The new study claimed children who died from flu from 2010 to 2014 did not have yearly influenza vaccine. The study, published in the April 3 edition of journal Pediatrics, noted that the annual influenza vaccine actually prevents deaths caused by flu. Brendan Flannery, the lead author of the study and epidemiologist at CDC, added they studied a sample population of 358 flu-related deaths that included as young as six months old and as old as 17.
Of the 358 flu-related deaths, 291 had no yearly influenza vaccination. According to the study, 26 percent of the 358 sample population had received the flu vaccine for that year but the data did not include the other children who got vaccinated before their death. CDC said it usually takes 14 days for the vaccine to take effect, Huffington Post revealed.
Half of the 358 sample population was healthy before they died. Others had cases that experts referred to as high-risk because they had conditions such as asthma, diabetes, developmental disorders and the like. The author of the research, CDC's Dr. Alicia Fry, said their latest study highlighted the importance of annual influenza vaccination for children "especially those with underlying high-risk medical conditions," NBC News reported.

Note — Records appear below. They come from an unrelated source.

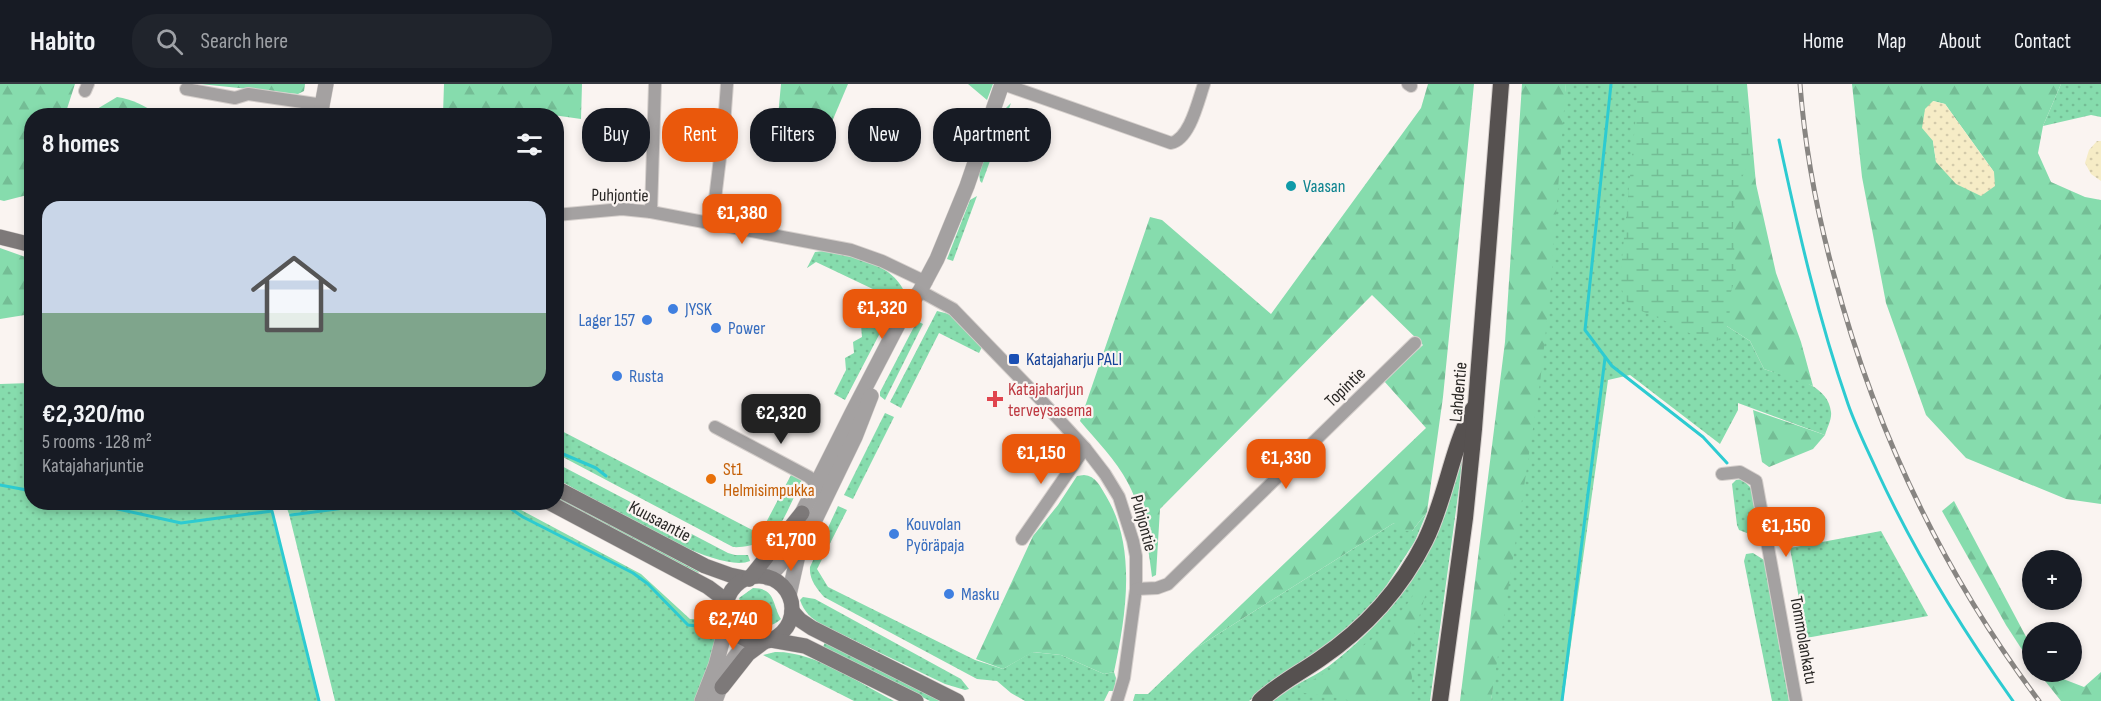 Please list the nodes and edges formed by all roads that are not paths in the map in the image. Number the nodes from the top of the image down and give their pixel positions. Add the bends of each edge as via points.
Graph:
1 (326, 84) edge
2 (655, 84) edge
3 (727, 84) edge
4 (1003, 84) edge
5 (1204, 84) edge
6 (1501, 84) edge
7 (186, 89) dead end
8 (312, 108) edge
9 (321, 108) edge
10 (651, 212) junction
11 (564, 215) edge
12 (712, 224) junction
13 (0, 237) edge
14 (24, 243) edge
15 (923, 286) junction
16 (1415, 343) dead end
17 (1477, 403) junction
18 (714, 427) dead end
19 (1085, 448) junction
20 (1722, 474) dead end
21 (822, 488) junction
22 (564, 492) edge
23 (563, 510) edge
24 (802, 513) junction
25 (1022, 539) dead end
26 (768, 578) junction
27 (749, 579) junction
28 (1136, 589) junction
29 (789, 595) junction
30 (792, 611) junction
31 (727, 612) junction
32 (748, 640) junction
33 (768, 641) junction
34 (718, 694) edge
35 (702, 701) edge
36 (916, 701) edge
37 (957, 701) edge
38 (1117, 701) edge
39 (1260, 701) edge
40 (1440, 701) edge
41 (1796, 701) edge

1 - 9 street
2 - 10 street
3 - 12 street
4 - 5 street via 1171,143 1177,142 1189,127
4 - 15 street via 967,186
6 - 17 highway, Lahdentie
7 - 8 street via 235,98 249,94
10 - 11 street, Puhjontie via 622,209
10 - 12 street, Puhjontie
12 - 15 street, Puhjontie via 850,250 882,261
13 - 14 main road
15 - 19 street, Puhjontie via 953,309
15 - 21 street via 905,311
15 - 21 street via 914,315 870,399 855,438
16 - 28 street, Topintie via 1168,584
17 - 39 highway via 1461,431 1434,521 1402,579 1362,626
17 - 40 highway, Lahdentie
18 - 21 street via 809,477
19 - 25 street
19 - 28 street, Puhjontie via 1112,484 1125,510 1136,556
20 - 41 street, Tommolankatu via 1740,472 1756,481
21 - 24 street
21 - 29 street via 798,555
22 - 27 main road, Kuusaantie via 705,566
23 - 31 main road, Kuusaantie via 708,587 720,596
24 - 26 street via 794,540
24 - 27 main road
26 - 27 main road
26 - 29 main road
27 - 31 main road via 734,589
28 - 38 street, Puhjontie via 1124,678
29 - 30 main road
30 - 33 main road via 783,631
30 - 37 main road via 812,628
31 - 32 main road via 735,632
31 - 35 street via 716,665
32 - 33 main road
32 - 34 street via 728,666
33 - 34 main road via 748,654
33 - 36 main road via 805,646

More on the high-risk medical conditions, only 31 percent of the 358 children who died from flu got their annual vaccine during the aforementioned period. Experts found that the influenza vaccine was 51 percent effective in children with high-risk conditions while it was 65 percent effective in children with low-risk conditions.
As for this flu season, the CDC reported 61 flu-related deaths in children. For adults, the center estimated a total of 4,000 to 50,000 deaths annually.